En de HEERE zeide tot Mozes: Tel alle eerstgeborenen, wat mannelijk is onder de kinderen Israels, van een maand oud en daarboven; en neem het getal hunner namen op.
41 Für mich, den Herrn, nimm die Leviten anstatt aller israelitischen Erstgeburt und der Leviten Vieh anstatt aller Erstlingswürfe unter dem Vieh der Israeliten!"
En gij zult voor Mij de Levieten nemen (Ik ben de HEERE!), in plaats van alle eerstgeborenen onder de kinderen Israels, en de beesten der Levieten, in plaats van alle eerstgeborenen onder de beesten der kinderen Israels.
42 Da musterte Moses nach des Herrn Befehl alle Erstgeburt unter den Söhnen Israels.
Mozes dan telde, gelijk als de HEERE hem geboden had, alle eerstgeborenen onder de kinderen Israels.
43 Und die Zahl der Namen aller männlichen Erstgeburt von einem Monat aufwärts, nach ihren Ausgemusterten, war 22.273.
En alle eerstgeborenen, die mannelijk waren, in het getal der namen, van een maand oud en daarboven, naar hun getelden, waren twee en twintig duizend tweehonderd en drie en zeventig.
44 Und der Herr sprach zu Moses:
En de HEERE sprak tot Mozes, zeggende:
45 "Nimm die Leviten anstatt aller erstgeborenen Israeliten und der Leviten Vieh anstatt ihres Viehes! Die Leviten sollen mir, dem Herrn, gehören!
Neem de Levieten, in plaats van alle eerstgeboorte onder de kinderen Israels, en de beesten der Levieten, in plaats van hun beesten; want de Levieten zullen Mijn zijn; Ik ben de HEERE!
46 Und für die Auslösung der 273 israelitischen Erstgeborenen, die über die Leviten überschüssig sind,
Aangaande de tweehonderd drie en zeventig, die gelost zullen worden, die overschieten, boven de Levieten, van de eerstgeborenen van de kinderen Israels;
47 erhebe für jeden Kopf fünf Ringe! Erhebe sie nach heiligem Gewicht! Den Ring zu zwanzig Korn.
Gij zult voor elk hoofd vijf sikkels nemen; naar den sikkel des heiligdoms zult gij ze nemen; die sikkel is twintig gera.

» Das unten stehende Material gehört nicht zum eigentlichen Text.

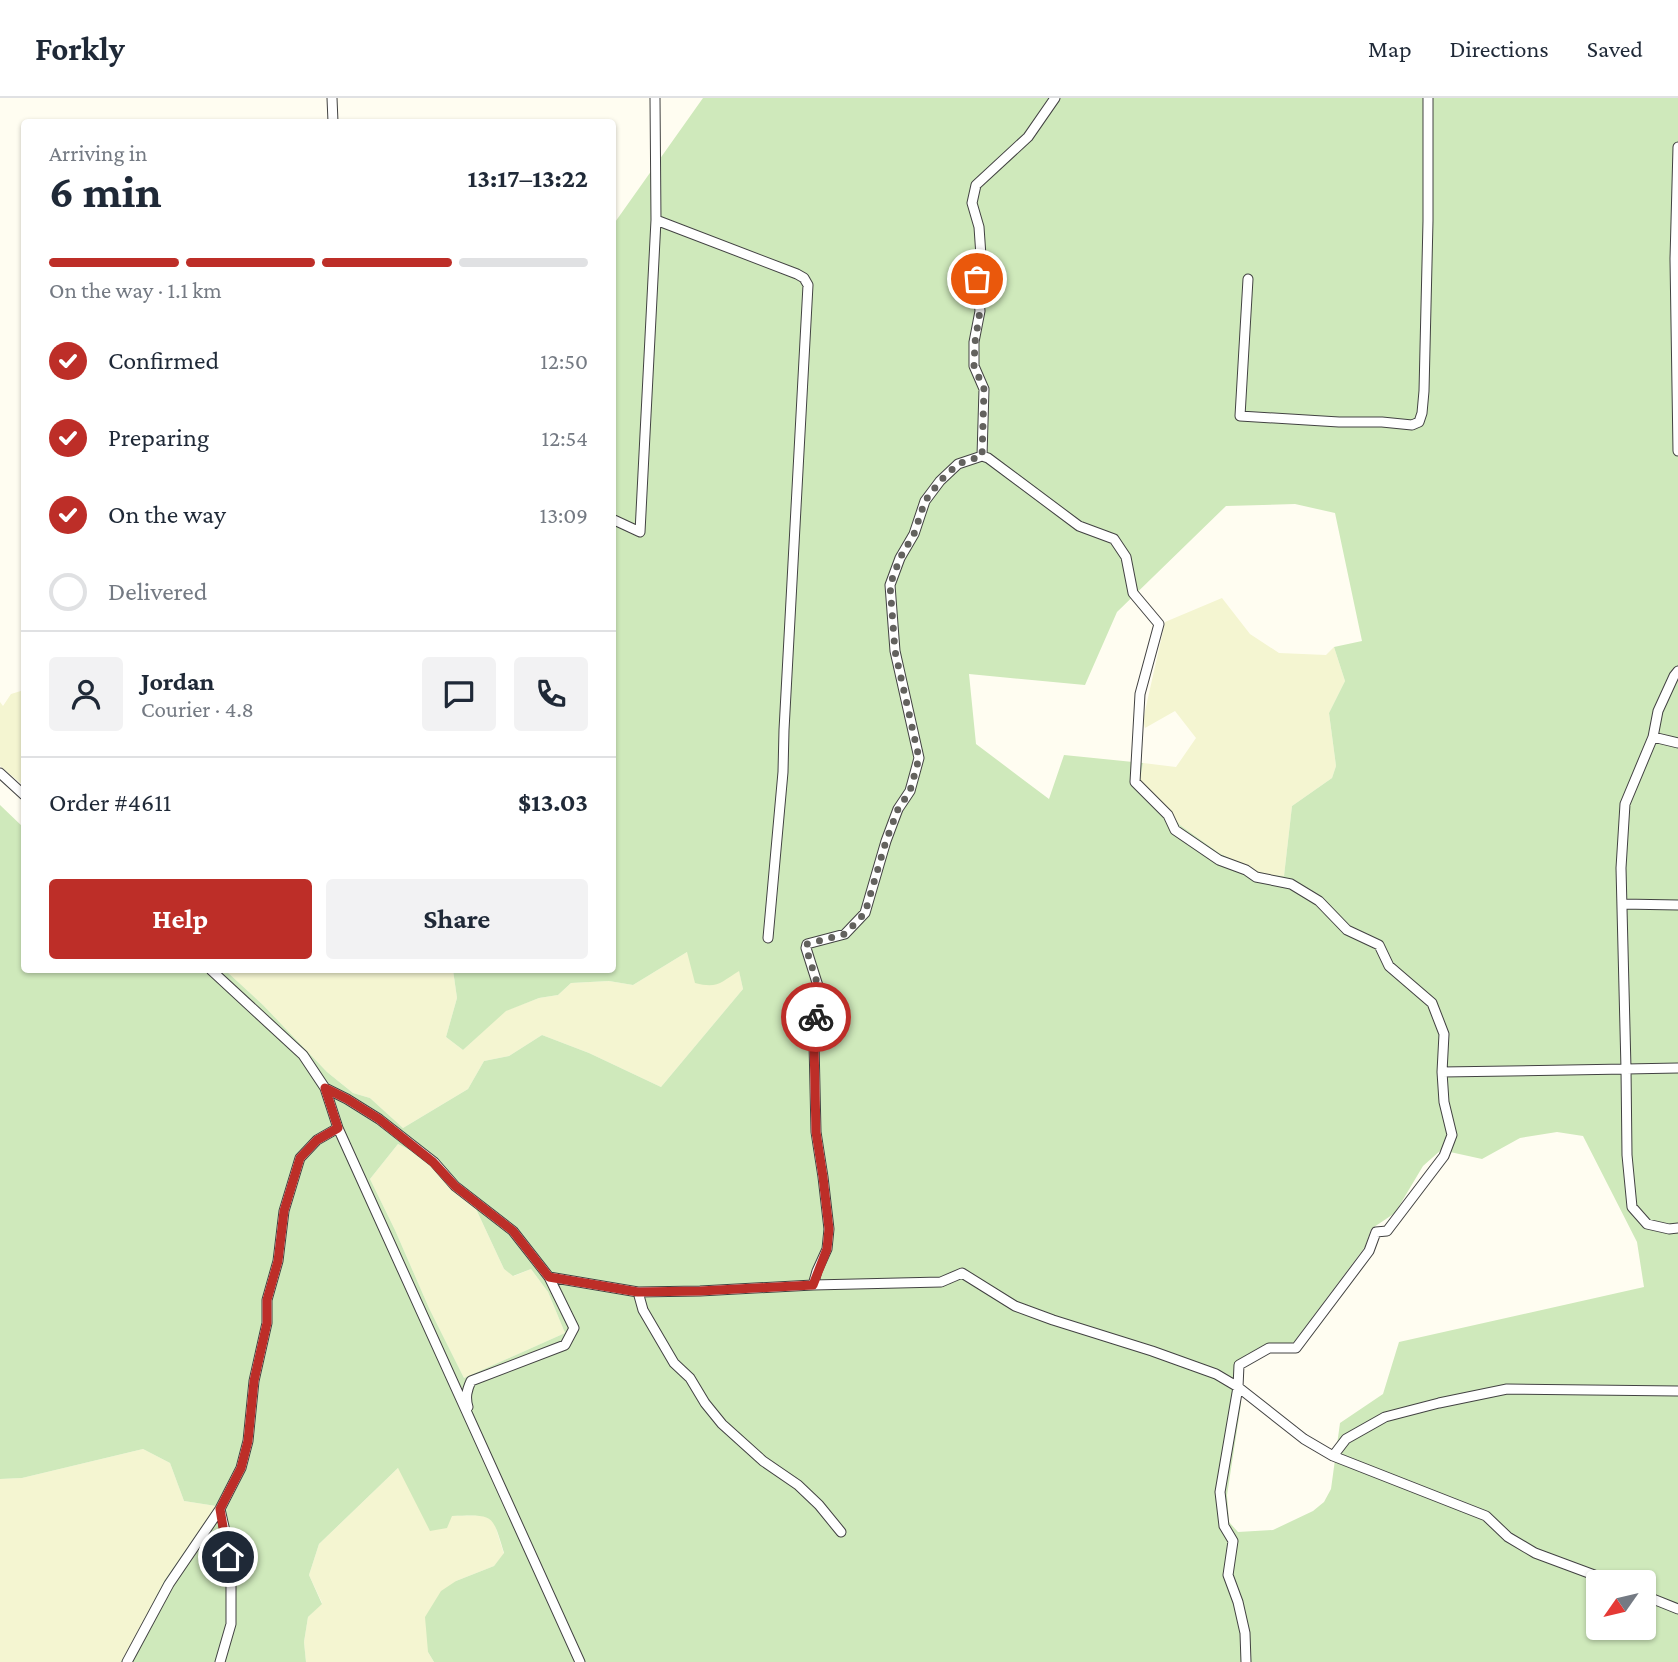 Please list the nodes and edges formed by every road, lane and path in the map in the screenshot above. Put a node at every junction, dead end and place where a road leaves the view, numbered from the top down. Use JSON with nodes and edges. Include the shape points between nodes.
{"nodes":[{"id":1,"x":332,"y":98,"type":"edge"},
{"id":2,"x":655,"y":98,"type":"edge"},
{"id":3,"x":1055,"y":98,"type":"edge"},
{"id":4,"x":1428,"y":98,"type":"edge"},
{"id":5,"x":333,"y":119,"type":"edge"},
{"id":6,"x":1678,"y":147,"type":"edge"},
{"id":7,"x":656,"y":220,"type":"junction"},
{"id":8,"x":1248,"y":279,"type":"dead end"},
{"id":9,"x":1678,"y":451,"type":"edge"},
{"id":10,"x":982,"y":456,"type":"junction"},
{"id":11,"x":616,"y":521,"type":"edge"},
{"id":12,"x":1678,"y":671,"type":"edge"},
{"id":13,"x":1653,"y":737,"type":"junction"},
{"id":14,"x":1678,"y":743,"type":"edge"},
{"id":15,"x":0,"y":773,"type":"edge"},
{"id":16,"x":21,"y":792,"type":"edge"},
{"id":17,"x":1622,"y":904,"type":"junction"},
{"id":18,"x":1678,"y":905,"type":"edge"},
{"id":19,"x":768,"y":938,"type":"dead end"},
{"id":20,"x":214,"y":973,"type":"edge"},
{"id":21,"x":1678,"y":1068,"type":"edge"},
{"id":22,"x":1626,"y":1069,"type":"junction"},
{"id":23,"x":1442,"y":1072,"type":"junction"},
{"id":24,"x":325,"y":1088,"type":"junction"},
{"id":25,"x":338,"y":1128,"type":"junction"},
{"id":26,"x":1678,"y":1228,"type":"edge"},
{"id":27,"x":549,"y":1277,"type":"junction"},
{"id":28,"x":813,"y":1285,"type":"junction"},
{"id":29,"x":638,"y":1292,"type":"junction"},
{"id":30,"x":1238,"y":1388,"type":"junction"},
{"id":31,"x":1678,"y":1391,"type":"edge"},
{"id":32,"x":477,"y":1435,"type":"junction"},
{"id":33,"x":1333,"y":1456,"type":"junction"},
{"id":34,"x":220,"y":1509,"type":"junction"},
{"id":35,"x":841,"y":1532,"type":"dead end"},
{"id":36,"x":1586,"y":1572,"type":"edge"},
{"id":37,"x":1656,"y":1600,"type":"edge"},
{"id":38,"x":1678,"y":1609,"type":"edge"},
{"id":39,"x":127,"y":1662,"type":"edge"},
{"id":40,"x":220,"y":1662,"type":"edge"},
{"id":41,"x":580,"y":1662,"type":"edge"},
{"id":42,"x":1246,"y":1662,"type":"edge"}],
"edges":[{"from":1,"to":5,"type":"street"},
{"from":2,"to":7,"type":"street"},
{"from":3,"to":10,"type":"street","via":[[1028,137],[976,185],[972,203],[981,256],[974,366],[984,389]]},
{"from":4,"to":8,"type":"street","via":[[1424,391],[1419,422],[1240,416]]},
{"from":6,"to":9,"type":"street"},
{"from":7,"to":11,"type":"street","via":[[639,534]]},
{"from":7,"to":19,"type":"street","via":[[797,274],[808,285],[783,772]]},
{"from":10,"to":23,"type":"street","via":[[1079,526],[1114,539],[1126,556],[1133,593],[1159,624],[1140,694],[1135,782],[1168,815],[1175,830],[1219,860],[1256,877],[1291,884],[1319,901],[1347,930],[1379,945],[1389,966],[1432,1003],[1444,1034]]},
{"from":10,"to":28,"type":"street","via":[[958,464],[925,501],[890,585],[895,651],[919,758],[910,791],[886,841],[865,913],[845,934],[806,948],[819,989],[814,1043],[816,1132],[829,1229],[827,1249]]},
{"from":12,"to":13,"type":"street","via":[[1658,711]]},
{"from":13,"to":14,"type":"street"},
{"from":13,"to":17,"type":"street","via":[[1625,804]]},
{"from":15,"to":16,"type":"street"},
{"from":17,"to":18,"type":"street"},
{"from":17,"to":22,"type":"street"},
{"from":20,"to":24,"type":"street","via":[[303,1055]]},
{"from":21,"to":22,"type":"street"},
{"from":22,"to":23,"type":"street"},
{"from":22,"to":26,"type":"street","via":[[1632,1208],[1647,1223]]},
{"from":23,"to":30,"type":"street","via":[[1452,1135],[1444,1156],[1387,1231],[1376,1232],[1369,1251],[1296,1348],[1269,1348],[1239,1365]]},
{"from":24,"to":25,"type":"street"},
{"from":24,"to":27,"type":"street","via":[[379,1119],[433,1162],[455,1186],[513,1231]]},
{"from":25,"to":32,"type":"street"},
{"from":25,"to":34,"type":"street","via":[[317,1140],[300,1158],[284,1211],[267,1300],[248,1441],[241,1468]]},
{"from":27,"to":29,"type":"street"},
{"from":27,"to":32,"type":"street","via":[[574,1328],[565,1345],[471,1381],[466,1400]]},
{"from":28,"to":29,"type":"street"},
{"from":28,"to":30,"type":"street","via":[[941,1282],[962,1273],[1015,1306],[1216,1374]]},
{"from":29,"to":35,"type":"street","via":[[643,1310],[674,1363],[722,1424],[819,1504]]},
{"from":30,"to":33,"type":"street"},
{"from":30,"to":42,"type":"street","via":[[1220,1492],[1224,1526],[1233,1541],[1228,1575],[1245,1633]]},
{"from":31,"to":33,"type":"street","via":[[1507,1389],[1385,1418],[1346,1439]]},
{"from":32,"to":41,"type":"street"},
{"from":33,"to":36,"type":"street","via":[[1486,1516],[1508,1537],[1535,1553]]},
{"from":34,"to":39,"type":"street","via":[[169,1584]]},
{"from":34,"to":40,"type":"street","via":[[231,1583],[230,1624]]},
{"from":37,"to":38,"type":"street"}]}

48 Und gib das Geld dem Aaron und seinen Söhnen zur Ablösung ihrer Überschüssigen!"
En gij zult dat geld aan Aaron en zijn zonen geven, het geld der gelosten die onder hen overschieten.
49 Und Moses erhob das Ablösungsgeld von denen, die überschüssig waren über die durch die Leviten Abgelösten.
Toen nam Mozes dat losgeld van degenen, die overschoten boven de gelosten door de Levieten.
50 Er erhob das Geld von den israelitischen Erstgeborenen, 1.365 (Ring) heiliges Gewicht.
Van de eerstgeborenen van de kinderen Israels nam hij dat geld, duizend driehonderd vijf en zestig sikkelen, naar den sikkel des heiligdoms.
51 Und Moses übergab das Ablösungsgeld dem Aaron und seinen Söhnen nach des Herrn Wort, wie es der Herr dem Moses befolgen hatte.
En Mozes gaf dat geld der gelosten aan Aaron en aan zijn zonen, naar het bevel des HEEREN, gelijk als de HEERE Mozes geboden had.